Perhaps the most useful way to frame where the market sits as 2026 begins is against where it was five years ago, before the pandemic boom and the correction that followed.

National house prices are 8.7 per cent below their July 2021 level. Sales volumes remain 19.2 per cent lower. Listings, however, are 3.4 per cent higher than they were five years ago. This is a market that is smaller, cheaper, and better supplied than it was at the height of the pandemic frenzy, and that represents a healthier foundation than anything we saw in 2020 or 2021.

The sales gap has been steadily narrowing, from 26.1 per cent below five-year-ago levels in January 2025 to 19.2 per cent below in January 2026. Transaction activity is recovering, even if it hasn't yet returned to pre-pandemic norms.


Christchurch continues to stand out among major cities. At $699,000 with 7.5 per cent annual growth, it recorded the highest January sales volume of any major centre with 389 transactions and the fastest median selling time at 49 days.

Auckland's 8.7 per cent annual gain to $1,060,000 looks impressive but is partly a recovery from an unusually weak January 2025. With just 247 sales and 58 days to sell, the result should be read cautiously.

Wellington remains under the most pressure at $815,500, down 5.2 per cent annually with a median time to sell of 67 days, the longest of any major city. Hamilton ($755,000) and Tauranga ($885,000) were essentially flat on an annual basis.


The regional picture continues to favour affordable areas, with West Coast ($480,000, +9.3 per cent), Otago ($720,000, +6.7 per cent) and Southland ($515,000, +5.7 per cent) leading annual growth. Canterbury (+3.4 per cent) and Tasman (+3.2 per cent) also posted solid gains.

At the other end, some sharp declines appeared in smaller markets. Gisborne fell 13.7 per cent and Northland 12.5 per cent, though both recorded very few sales (14 and 12 respectively) making their medians volatile. Wellington Region (-2.6 per cent) and Bay of Plenty (-4.8 per cent) continued their extended corrections.


What to watch in 2026

The market enters 2026 in a familiar position: stable prices within the $750,000 to $800,000 band that has held since early 2024, improving transaction volumes, and ample supply giving buyers genuine choice.

The OCR has fallen 200 basis points over the past year to 2.25 per cent, and that easing has clearly supported market stability through 2025. But the road ahead is less straightforward. Inflation rose to 3.1 per cent in the December quarter, nudging above the Reserve Bank's 1 to 3 per cent target band. With inflation above target, further rate cuts are no longer a given, and the tailwind from falling borrowing costs may be fading.

Meanwhile, net migration has stabilised at modest levels. The year ended December 2025 recorded a net gain of just 14,173 people, a fraction of the 128,000 recorded two years earlier. Population-driven demand is not the force it was.
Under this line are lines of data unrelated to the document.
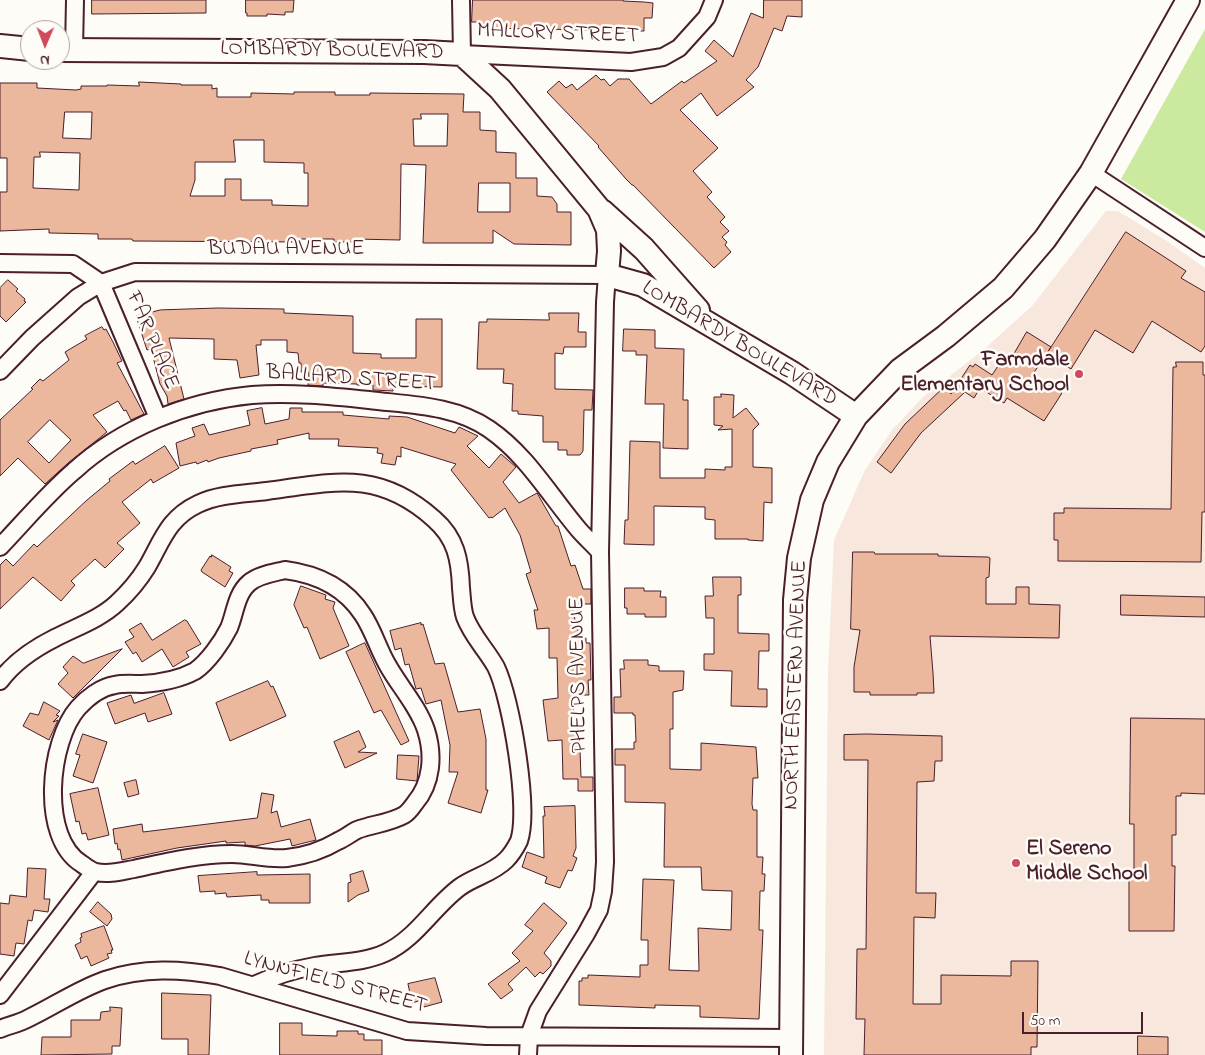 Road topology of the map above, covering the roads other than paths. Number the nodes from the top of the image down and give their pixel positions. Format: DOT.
graph roads {
  1 [pos="75,0"];
  2 [pos="461,0"];
  3 [pos="714,0"];
  4 [pos="1188,0"];
  5 [pos="70,31"];
  6 [pos="0,46"];
  7 [pos="20,48"];
  8 [pos="70,50"];
  9 [pos="462,54"];
  10 [pos="1091,173"];
  11 [pos="599,209"];
  12 [pos="1205,248"];
  13 [pos="0,262"];
  14 [pos="608,275"];
  15 [pos="101,283"];
  16 [pos="712,326"];
  17 [pos="0,371"];
  18 [pos="856,416"];
  19 [pos="158,418"];
  20 [pos="0,547"];
  21 [pos="600,552"];
  22 [pos="0,681"];
  23 [pos="94,872"];
  24 [pos="254,985"];
  25 [pos="0,995"];
  26 [pos="0,1029"];
  27 [pos="529,1036"];
  28 [pos="791,1046"];
  29 [pos="528,1055"];
  1 -- 5 [label="street"];
  2 -- 9 [label="street"];
  3 -- 9 [label="street, MALLORY STREET"];
  4 -- 10 [label="main road, NORTH EASTERN AVENUE"];
  6 -- 7 [label="main road"];
  8 -- 9 [label="main road, LOMBARDY BOULEVARD"];
  9 -- 11 [label="main road, LOMBARDY BOULEVARD"];
  10 -- 12 [label="street"];
  10 -- 18 [label="main road, NORTH EASTERN AVENUE"];
  11 -- 14 [label="main road, LOMBARDY BOULEVARD"];
  11 -- 16 [label="main road"];
  13 -- 15 [label="street"];
  14 -- 15 [label="street, BUDAU AVENUE"];
  14 -- 16 [label="main road, LOMBARDY BOULEVARD"];
  14 -- 21 [label="street, PHELPS AVENUE"];
  15 -- 17 [label="street, BUDAU AVENUE"];
  15 -- 19 [label="street, FAR PLACE"];
  16 -- 18 [label="main road, LOMBARDY BOULEVARD"];
  18 -- 28 [label="main road, NORTH EASTERN AVENUE"];
  19 -- 20 [label="street, BALLARD STREET"];
  19 -- 21 [label="street, BALLARD STREET"];
  21 -- 27 [label="street, PHELPS AVENUE"];
  22 -- 24 [label="street"];
  23 -- 23 [label="street"];
  23 -- 25 [label="street"];
  24 -- 26 [label="street, LYNNFIELD STREET"];
  24 -- 27 [label="street, LYNNFIELD STREET"];
  27 -- 28 [label="street, LYNNFIELD STREET"];
  27 -- 29 [label="street, PHELPS AVENUE"];
}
The key question for 2026 is whether the economy weakens enough to bring inflation back within the band and allow further easing, or whether the RBNZ is forced to hold. Either way, the message for buyers and sellers remains the same as it has been for two years: this is a market driven by genuine housing need rather than speculation, with realistic pricing and no urgent reason to rush in either direction.